Entre perguntas sobre a história e exercícios gramaticais, senti alguma vergonha, admito, quando demorei mais do que considerei aceitável a lembrar-me do antónimo de sonho. Na verdade acho que fiquei só fixada nessa palavra tão bela, e no mundo de possibilidades que abre.

Tenho para mim que sonhar é das coisas mais fascinantes que a mente humana consegue fazer.

Fora do seio familiar, acredito que os professores primários são pioneiros a fazer nascer sonhos nas crianças. Lembro-me que há 20 anos queria muito ser professora de matemática. Foi a primeira profissão que idealizei ter quando “fosse grande”. Mais tarde descobri realmente o que era a matemática e acabei no campo das letras. Sonho também pode ser sinónimo de ilusão, não é verdade?

Tenho para mim que sonhar é das coisas mais fascinantes que a mente humana consegue fazer. Jamais alguém consegue privar-nos de sonhar. Sejam as imagens que o nosso subconsciente exibe durante o sono, ou os planos e projetos que idealizamos para a vida, as ambições e os desejos. Mesmo num mundo tão cético como o que vivemos, continuo a acreditar que os sonhos são a centelha que o faz mover. E o mistério em redor deles torna tudo ainda mais sedutor. Freud diz que a atividade onírica é guiada pelos mais variados sentimentos escondidos no íntimo da nossa consciência. A nossa mente tem o poder de pegar em fragmentos de memórias que acumulamos ao longo da nossa vida e transformá-las num enredo digno de um Oscar, que evoca o real e o imaginário.

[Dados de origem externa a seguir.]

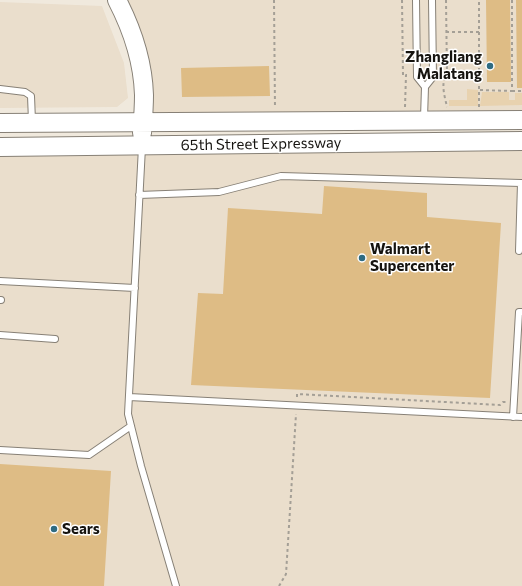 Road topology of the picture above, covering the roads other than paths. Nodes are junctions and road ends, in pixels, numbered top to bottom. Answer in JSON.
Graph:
{"nodes":[{"id":1,"x":117,"y":0,"type":"edge"},
{"id":2,"x":416,"y":0,"type":"edge"},
{"id":3,"x":432,"y":0,"type":"edge"},
{"id":4,"x":425,"y":87,"type":"junction"},
{"id":5,"x":0,"y":89,"type":"edge"},
{"id":6,"x":522,"y":120,"type":"edge"},
{"id":7,"x":142,"y":122,"type":"junction"},
{"id":8,"x":424,"y":122,"type":"junction"},
{"id":9,"x":0,"y":123,"type":"edge"},
{"id":10,"x":32,"y":123,"type":"junction"},
{"id":11,"x":440,"y":142,"type":"junction"},
{"id":12,"x":522,"y":142,"type":"edge"},
{"id":13,"x":345,"y":143,"type":"junction"},
{"id":14,"x":142,"y":146,"type":"junction"},
{"id":15,"x":0,"y":147,"type":"edge"},
{"id":16,"x":139,"y":195,"type":"junction"},
{"id":17,"x":519,"y":251,"type":"dead end"},
{"id":18,"x":0,"y":281,"type":"edge"},
{"id":19,"x":135,"y":288,"type":"junction"},
{"id":20,"x":522,"y":312,"type":"edge"},
{"id":21,"x":0,"y":335,"type":"edge"},
{"id":22,"x":55,"y":339,"type":"dead end"},
{"id":23,"x":129,"y":397,"type":"junction"},
{"id":24,"x":513,"y":417,"type":"junction"},
{"id":25,"x":522,"y":417,"type":"edge"},
{"id":26,"x":131,"y":426,"type":"junction"},
{"id":27,"x":0,"y":450,"type":"edge"},
{"id":28,"x":176,"y":586,"type":"edge"}],
"edges":[{"from":1,"to":7,"type":"main road"},
{"from":2,"to":4,"type":"lane"},
{"from":3,"to":4,"type":"lane"},
{"from":4,"to":8,"type":"lane"},
{"from":5,"to":10,"type":"lane"},
{"from":6,"to":8,"type":"main road","name":"65th Street Expressway"},
{"from":6,"to":11,"type":"main road"},
{"from":7,"to":8,"type":"main road","name":"65th Street Expressway"},
{"from":7,"to":10,"type":"main road","name":"65th Street Expressway"},
{"from":7,"to":14,"type":"main road"},
{"from":8,"to":13,"type":"main road"},
{"from":9,"to":10,"type":"main road","name":"65th Street Expressway"},
{"from":11,"to":12,"type":"main road","name":"65th Street Expressway"},
{"from":11,"to":13,"type":"main road","name":"65th Street Expressway"},
{"from":13,"to":14,"type":"main road","name":"65th Street Expressway"},
{"from":14,"to":15,"type":"main road","name":"65th Street Expressway"},
{"from":14,"to":16,"type":"lane"},
{"from":16,"to":17,"type":"lane"},
{"from":16,"to":19,"type":"lane"},
{"from":18,"to":19,"type":"lane"},
{"from":19,"to":23,"type":"lane"},
{"from":20,"to":24,"type":"lane"},
{"from":21,"to":22,"type":"lane"},
{"from":23,"to":24,"type":"lane"},
{"from":23,"to":26,"type":"lane"},
{"from":24,"to":25,"type":"lane"},
{"from":26,"to":27,"type":"lane"},
{"from":26,"to":28,"type":"lane"}]} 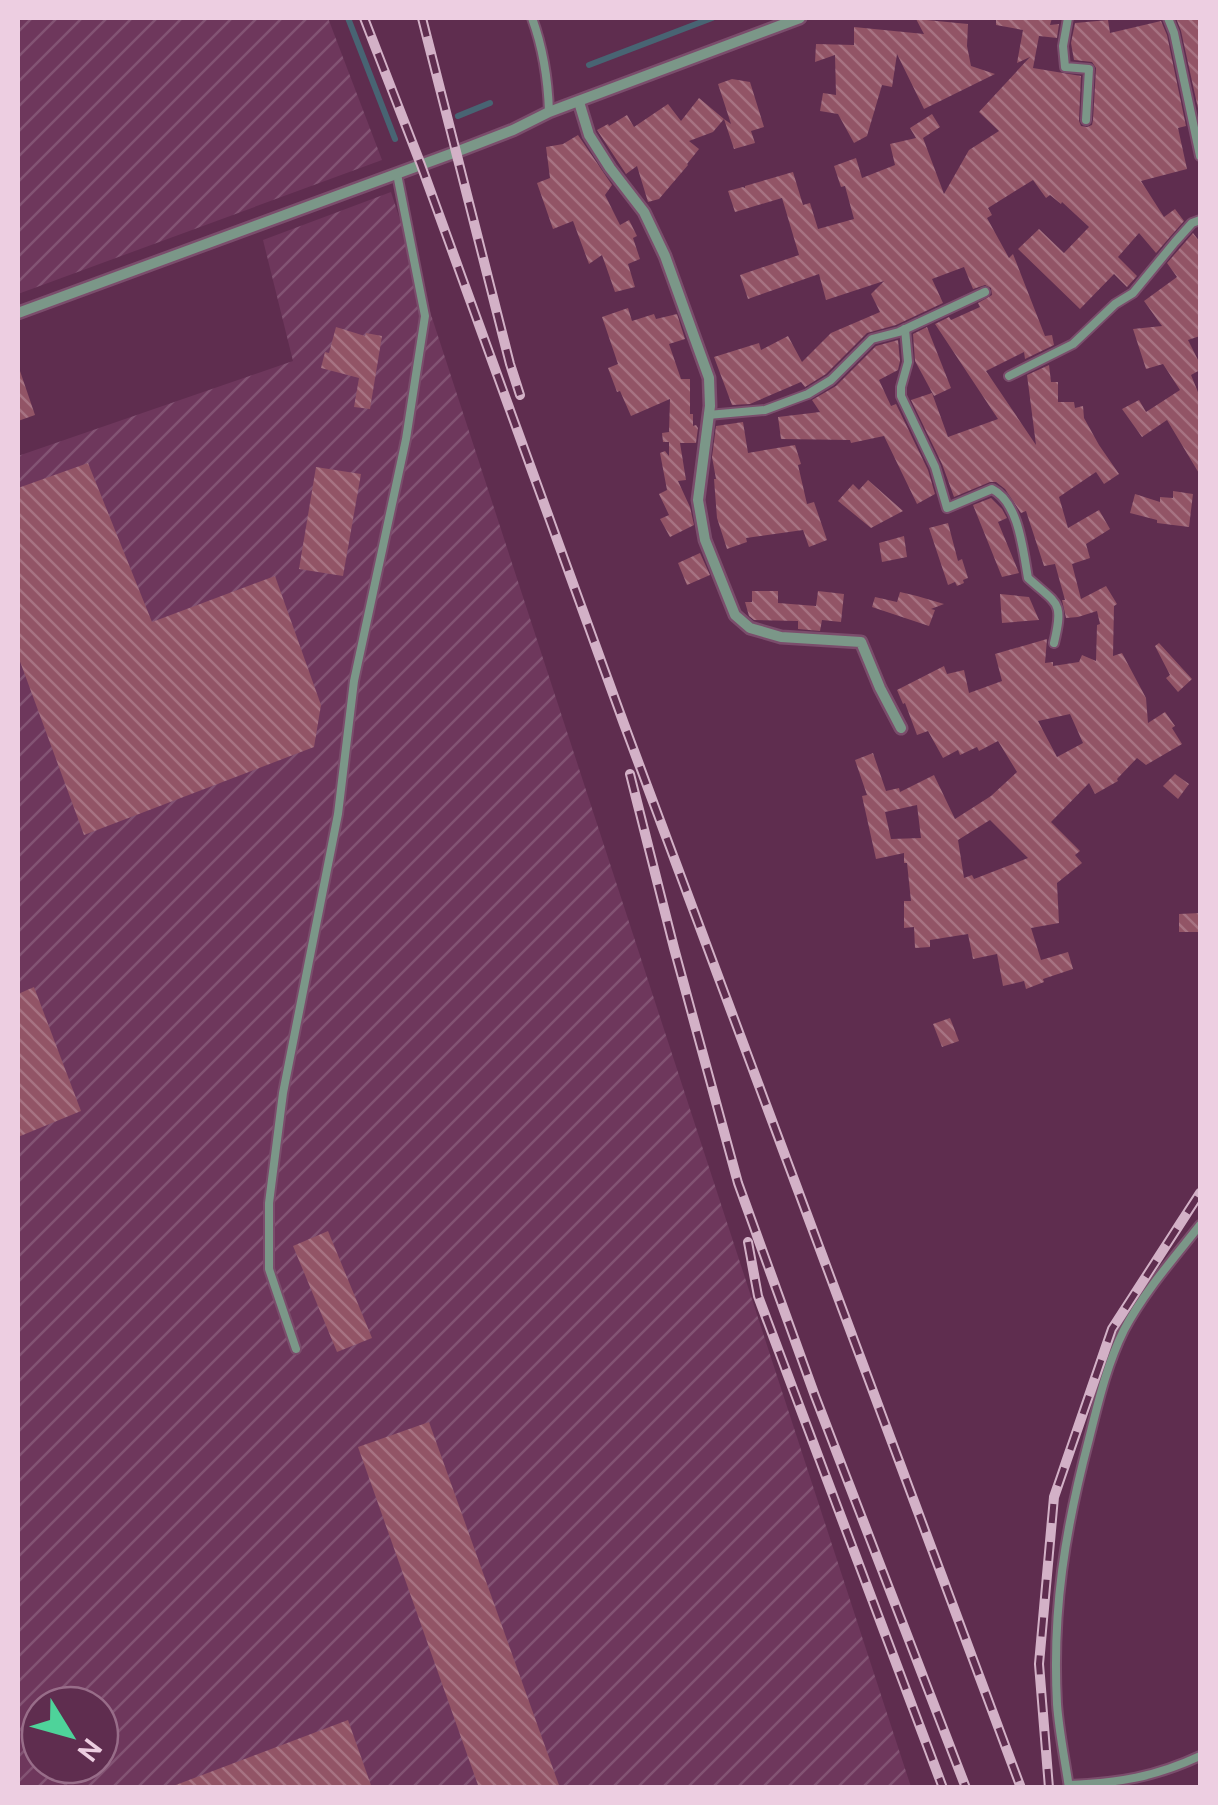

Sonhar, de olhos abertos ou fechados, pode ser uma forma de lidar com o quotidiano ou de fugir da realidade, quando esta nos traz sofrimento. Era o que fazia Zezé, com as suas aventuras imaginadas, os seus sonhos e desejos, que revelava apenas a um confidente, o pé de laranja lima a que chamava Xururuca. Esta obra de José Mauro de Vasconcelos foi o livro que mais marcou a minha infância. Talvez por isso goste tanto de sonhar.